(Problem to solve): When the string "positions" occurs in a line of the listing below, return that line.

(Data shown):
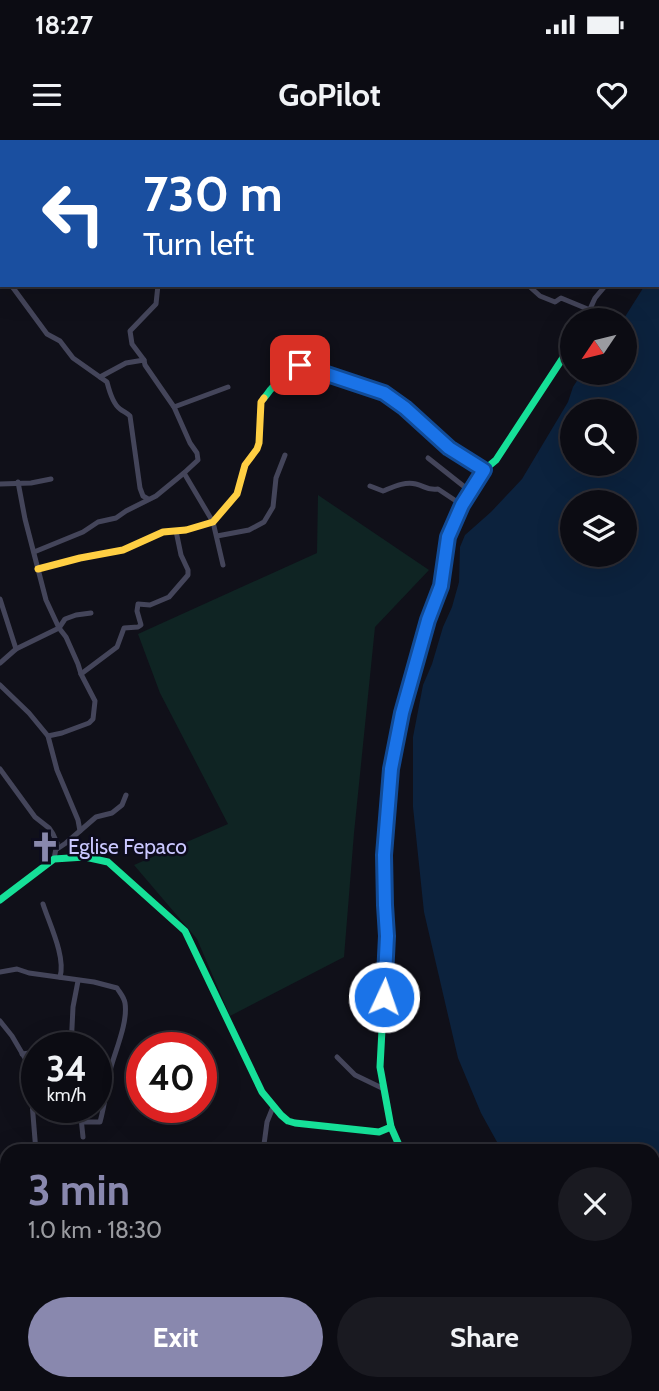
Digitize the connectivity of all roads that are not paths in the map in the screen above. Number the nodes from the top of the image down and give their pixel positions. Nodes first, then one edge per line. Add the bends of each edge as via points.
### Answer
1 (12, 287) edge
2 (158, 287) edge
3 (530, 287) edge
4 (604, 287) edge
5 (585, 308) edge
6 (591, 308) edge
7 (144, 360) junction
8 (560, 362) edge
9 (100, 377) junction
10 (228, 387) dead end
11 (174, 408) junction
12 (285, 455) dead end
13 (428, 458) dead end
14 (484, 470) junction
15 (184, 473) junction
16 (51, 479) dead end
17 (18, 482) junction
18 (0, 484) edge
19 (370, 486) dead end
20 (471, 492) junction
21 (148, 499) junction
22 (462, 505) junction
23 (213, 522) junction
24 (176, 531) junction
25 (217, 536) junction
26 (34, 552) junction
27 (223, 565) dead end
28 (38, 569) junction
29 (0, 599) edge
30 (91, 613) dead end
31 (59, 628) junction
32 (16, 649) junction
33 (0, 663) edge
34 (81, 674) junction
35 (0, 685) edge
36 (48, 736) junction
37 (0, 769) edge
38 (126, 795) dead end
39 (80, 831) junction
40 (57, 849) junction
41 (54, 859) junction
42 (0, 900) edge
43 (43, 904) dead end
44 (0, 972) edge
45 (60, 977) junction
46 (78, 981) junction
47 (0, 1021) edge
48 (72, 1032) edge
49 (21, 1052) edge
50 (337, 1057) dead end
51 (112, 1064) edge
52 (384, 1089) junction
53 (273, 1107) junction
54 (35, 1123) edge
55 (82, 1123) edge
56 (391, 1127) junction
57 (83, 1137) dead end
58 (36, 1144) edge
59 (264, 1144) edge
60 (400, 1144) edge

1 - 9 street via 44,331
2 - 7 street via 156,304 130,331 132,344
3 - 5 street via 555,302 561,298
4 - 6 street
7 - 9 street via 126,363
7 - 11 street
8 - 14 street via 496,460
9 - 21 street via 107,382 118,408 130,416 141,488
10 - 11 street
11 - 15 street via 198,457
12 - 25 street via 276,478 273,507 264,522
13 - 20 street
14 - 20 street
14 - 23 street via 449,448 384,393 300,365 288,383 274,386 261,402 257,449 245,465 234,499
15 - 21 street
15 - 23 street
16 - 17 street
17 - 18 street
17 - 26 street
19 - 22 street via 383,491 414,482 431,491 438,489
20 - 22 street
21 - 26 street via 116,518
22 - 52 street via 448,537 441,586 402,713 391,769 384,855 387,936 380,1067
23 - 24 street
23 - 25 street
24 - 28 street via 146,538 123,550
24 - 34 street via 188,575 169,597 150,605 138,604 141,625 124,628 117,647
25 - 27 street
26 - 28 street
28 - 31 street
29 - 32 street
30 - 31 street via 65,619
31 - 32 street
31 - 34 street
32 - 33 street
34 - 36 street via 95,701 93,719
35 - 36 street
36 - 39 street
37 - 40 street via 49,828
38 - 39 street via 112,813 96,817
39 - 40 street
40 - 41 street
41 - 42 street
41 - 53 street via 108,863 185,931 258,1085
43 - 45 street via 59,953
44 - 45 street via 17,969
45 - 46 street
46 - 48 street
46 - 51 street via 117,988 125,1004
47 - 49 street
50 - 52 street via 355,1074
52 - 56 street
53 - 56 street via 288,1121 305,1125 379,1132
53 - 59 street
54 - 58 street
55 - 57 street
56 - 60 street

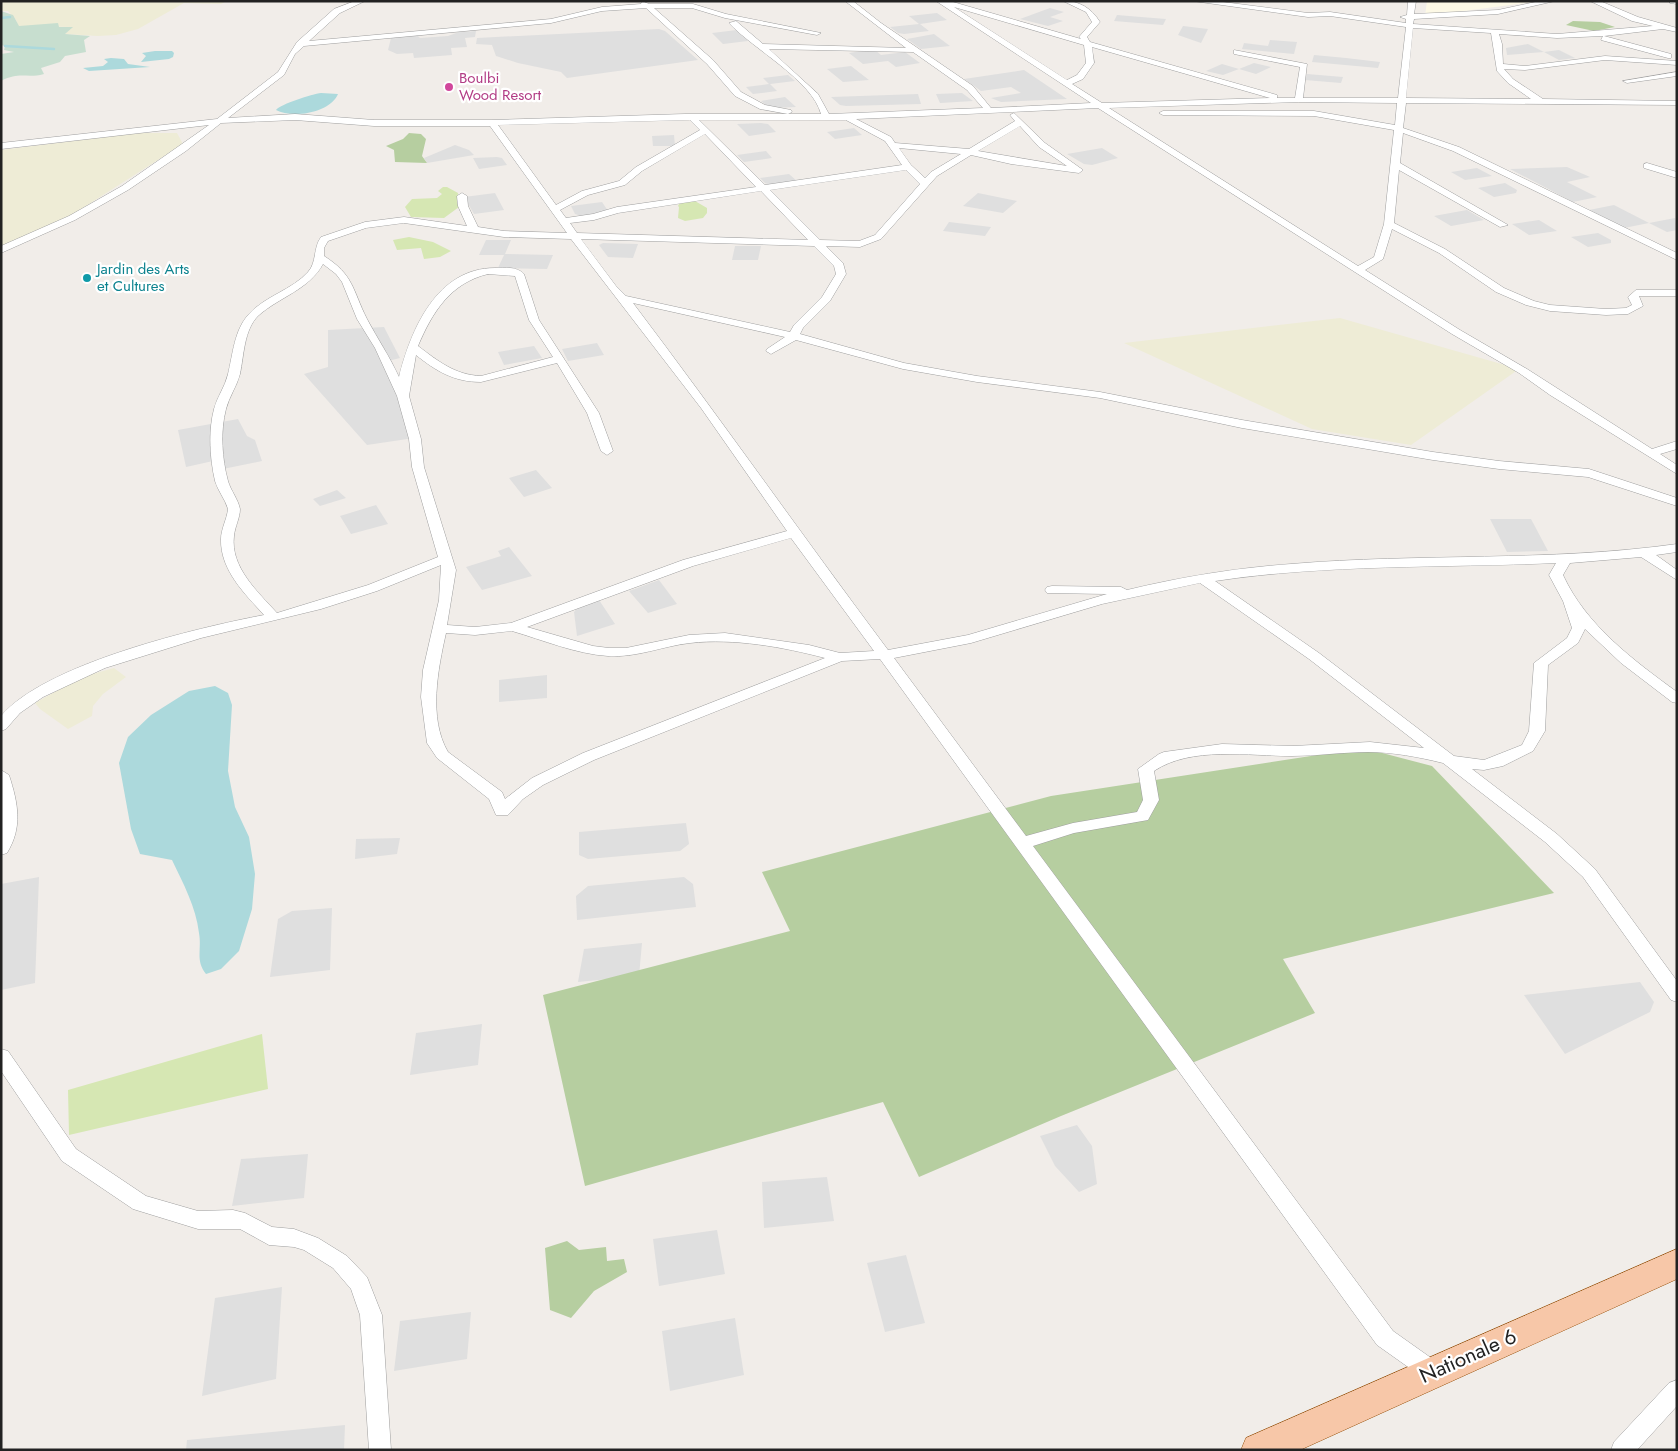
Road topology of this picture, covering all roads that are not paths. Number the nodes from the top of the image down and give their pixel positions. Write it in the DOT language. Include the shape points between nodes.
graph roads {
  1 [pos="362,1"];
  2 [pos="940,1"];
  3 [pos="1066,1"];
  4 [pos="1196,1"];
  5 [pos="1412,1"];
  6 [pos="1552,1"];
  7 [pos="1593,1"];
  8 [pos="1673,1"];
  9 [pos="848,2"];
  10 [pos="1677,2"];
  11 [pos="644,4"];
  12 [pos="1487,13"];
  13 [pos="1410,21"];
  14 [pos="1502,21"];
  15 [pos="733,23"];
  16 [pos="1510,26"];
  17 [pos="1662,27"];
  18 [pos="1677,30"];
  19 [pos="1494,31"];
  20 [pos="817,33"];
  21 [pos="1528,36"];
  22 [pos="1597,36"];
  23 [pos="300,44"];
  24 [pos="1088,44"];
  25 [pos="760,46"];
  26 [pos="914,50"];
  27 [pos="1237,52"];
  28 [pos="1677,59"];
  29 [pos="1677,63"];
  30 [pos="1499,66"];
  31 [pos="1677,74"];
  32 [pos="1627,81"];
  33 [pos="1066,84"];
  34 [pos="1288,100"];
  35 [pos="1299,100"];
  36 [pos="1402,100"];
  37 [pos="1541,102"];
  38 [pos="1677,103"];
  39 [pos="1099,105"];
  40 [pos="1008,109"];
  41 [pos="1034,109"];
  42 [pos="989,110"];
  43 [pos="1109,112"];
  44 [pos="692,117"];
  45 [pos="808,117"];
  46 [pos="826,117"];
  47 [pos="846,117"];
  48 [pos="218,121"];
  49 [pos="1020,122"];
  50 [pos="492,123"];
  51 [pos="706,130"];
  52 [pos="1400,130"];
  53 [pos="894,145"];
  54 [pos="1,146"];
  55 [pos="969,152"];
  56 [pos="1396,165"];
  57 [pos="1647,166"];
  58 [pos="908,167"];
  59 [pos="1677,175"];
  60 [pos="926,184"];
  61 [pos="764,189"];
  62 [pos="462,196"];
  63 [pos="559,215"];
  64 [pos="1389,224"];
  65 [pos="1503,225"];
  66 [pos="474,230"];
  67 [pos="574,235"];
  68 [pos="818,244"];
  69 [pos="1,250"];
  70 [pos="1677,257"];
  71 [pos="321,258"];
  72 [pos="1358,270"];
  73 [pos="1677,293"];
  74 [pos="622,298"];
  75 [pos="794,336"];
  76 [pos="412,347"];
  77 [pos="772,351"];
  78 [pos="559,359"];
  79 [pos="403,396"];
  80 [pos="1677,445"];
  81 [pos="607,451"];
  82 [pos="1651,453"];
  83 [pos="1677,470"];
  84 [pos="1677,502"];
  85 [pos="794,533"];
  86 [pos="1677,548"];
  87 [pos="1643,552"];
  88 [pos="446,558"];
  89 [pos="1565,559"];
  90 [pos="1677,576"];
  91 [pos="1203,579"];
  92 [pos="1052,590"];
  93 [pos="1133,592"];
  94 [pos="1569,603"];
  95 [pos="274,618"];
  96 [pos="513,627"];
  97 [pos="439,628"];
  98 [pos="884,654"];
  99 [pos="840,657"];
  100 [pos="1677,699"];
  101 [pos="1,726"];
  102 [pos="1449,759"];
  103 [pos="1,775"];
  104 [pos="1023,844"];
  105 [pos="1,849"];
  106 [pos="1677,995"];
  107 [pos="1,1056"];
  108 [pos="1677,1263"];
  109 [pos="1433,1372"];
  110 [pos="1677,1390"];
  111 [pos="380,1450"];
  112 [pos="1259,1450"];
  113 [pos="1622,1450"];
  1 -- 23 [label="street" via="337,11"];
  2 -- 24 [label="street"];
  2 -- 33 [label="street"];
  3 -- 24 [label="street" via="1091,9 1096,22 1083,37"];
  4 -- 13 [label="street" via="1308,15"];
  5 -- 13 [label="street"];
  6 -- 12 [label="street"];
  7 -- 17 [label="street"];
  8 -- 10 [label="street"];
  9 -- 26 [label="street"];
  11 -- 20 [label="street" via="693,6 738,19"];
  11 -- 23 [label="street" via="602,9 551,21"];
  11 -- 45 [label="street" via="710,62 738,94 763,106"];
  12 -- 13 [label="street"];
  12 -- 14 [label="street"];
  13 -- 19 [label="street"];
  13 -- 36 [label="street"];
  15 -- 25 [label="street"];
  16 -- 21 [label="street"];
  17 -- 18 [label="street"];
  17 -- 22 [label="street"];
  19 -- 21 [label="street"];
  19 -- 30 [label="street" via="1500,44"];
  21 -- 22 [label="street"];
  22 -- 28 [label="street"];
  23 -- 48 [label="street" via="281,74"];
  24 -- 33 [label="street" via="1090,63 1080,77"];
  24 -- 34 [label="street"];
  25 -- 26 [label="street"];
  25 -- 46 [label="street" via="807,85 824,107"];
  26 -- 42 [label="street" via="970,88"];
  27 -- 35 [label="street" via="1304,66"];
  29 -- 30 [label="street" via="1605,58 1525,68"];
  30 -- 37 [label="street" via="1510,80"];
  31 -- 32 [label="street"];
  33 -- 39 [label="street"];
  34 -- 35 [label="street"];
  34 -- 39 [label="street"];
  35 -- 36 [label="street"];
  36 -- 37 [label="street"];
  36 -- 52 [label="street"];
  37 -- 38 [label="street"];
  39 -- 41 [label="street"];
  39 -- 43 [label="street"];
  40 -- 41 [label="street"];
  40 -- 42 [label="street"];
  40 -- 49 [label="street"];
  41 -- 43 [label="street"];
  42 -- 47 [label="street"];
  43 -- 52 [label="street" via="1334,116"];
  43 -- 72 [label="street"];
  44 -- 45 [label="street"];
  44 -- 50 [label="street"];
  44 -- 51 [label="street"];
  45 -- 46 [label="street"];
  46 -- 47 [label="street"];
  47 -- 53 [label="street" via="879,133"];
  48 -- 50 [label="street" via="295,117 374,123"];
  48 -- 54 [label="street"];
  48 -- 69 [label="street" via="125,188 59,225"];
  49 -- 55 [label="street"];
  49 -- 55 [label="street" via="1042,145 1079,170 1019,163"];
  50 -- 63 [label="street"];
  51 -- 61 [label="street"];
  51 -- 63 [label="street" via="639,169 622,183 585,194"];
  52 -- 56 [label="street"];
  52 -- 70 [label="street" via="1472,154 1493,168"];
  53 -- 55 [label="street"];
  53 -- 58 [label="street"];
  55 -- 60 [label="street" via="941,169"];
  56 -- 64 [label="street"];
  56 -- 65 [label="street"];
  57 -- 59 [label="street"];
  58 -- 60 [label="street"];
  58 -- 61 [label="street"];
  60 -- 68 [label="street" via="878,237 860,244"];
  61 -- 63 [label="street" via="617,210 594,217"];
  61 -- 68 [label="street"];
  62 -- 66 [label="street"];
  63 -- 67 [label="street"];
  64 -- 72 [label="street" via="1378,259"];
  64 -- 73 [label="street" via="1442,251 1500,290 1550,308 1628,311 1638,306 1633,297 1636,293"];
  66 -- 67 [label="street"];
  66 -- 71 [label="street" via="418,221 365,225 324,239 319,248"];
  67 -- 68 [label="street"];
  67 -- 74 [label="street"];
  68 -- 75 [label="street" via="839,265 841,274 826,299 798,327"];
  71 -- 79 [label="street" via="340,272 347,282 362,319"];
  71 -- 95 [label="street" via="318,266 295,289 255,312 246,324 234,374 220,413 217,461 234,512 226,539 230,557 251,592"];
  72 -- 82 [label="street"];
  74 -- 75 [label="street"];
  74 -- 85 [label="street" via="705,406"];
  75 -- 77 [label="street"];
  75 -- 84 [label="street" via="903,366 977,379 1100,395 1242,424 1433,456 1590,473"];
  76 -- 78 [label="street" via="440,368 467,380"];
  76 -- 78 [label="street" via="430,310 450,288 475,274 498,270 519,274 534,320"];
  76 -- 79 [label="street"];
  78 -- 81 [label="street" via="592,413"];
  79 -- 88 [label="street" via="414,433 418,467"];
  80 -- 82 [label="street"];
  82 -- 83 [label="street"];
  85 -- 96 [label="street" via="688,563"];
  85 -- 98 [label="street"];
  86 -- 87 [label="street"];
  87 -- 89 [label="street"];
  87 -- 90 [label="street"];
  88 -- 95 [label="street" via="386,583"];
  88 -- 97 [label="street" via="449,581"];
  89 -- 91 [label="street" via="1311,565"];
  89 -- 94 [label="street" via="1556,575"];
  91 -- 93 [label="street"];
  91 -- 102 [label="street" via="1314,656"];
  92 -- 93 [label="street" via="1077,588"];
  93 -- 98 [label="street" via="962,642"];
  94 -- 100 [label="street" via="1591,629"];
  94 -- 102 [label="street" via="1579,628 1573,640 1541,662 1537,731 1528,748 1484,765"];
  95 -- 101 [label="street" via="199,634 82,673 16,708"];
  96 -- 97 [label="street"];
  96 -- 99 [label="street" via="609,652 626,652 690,639 725,637 809,649"];
  97 -- 99 [label="street" via="428,697 436,743 442,755 496,796 502,811 520,792 546,777"];
  98 -- 99 [label="street"];
  98 -- 104 [label="street"];
  102 -- 104 [label="street" via="1370,746 1293,752 1222,749 1164,757 1146,769 1151,800 1142,816 1073,828"];
  102 -- 106 [label="street" via="1551,838 1589,873"];
  103 -- 105 [label="street" via="11,822 10,837"];
  104 -- 109 [label="street" via="1385,1338"];
  107 -- 111 [label="street" via="69,1155 140,1203 198,1220 233,1219 244,1222 270,1236 294,1238 311,1244 340,1262 360,1284 371,1315"];
  108 -- 109 [label="main road, Nationale 6"];
  109 -- 112 [label="main road, Nationale 6"];
  110 -- 113 [label="street"];
}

(Written reply):
Digitize the connectivity of all roads that are not paths in the map in the screen above. Number the nodes from the top of the image down and give their pixel positions. Nodes first, then one edge per line. Add the bends of each edge as via points.
Road topology of this picture, covering all roads that are not paths. Number the nodes from the top of the image down and give their pixel positions. Write it in the DOT language. Include the shape points between nodes.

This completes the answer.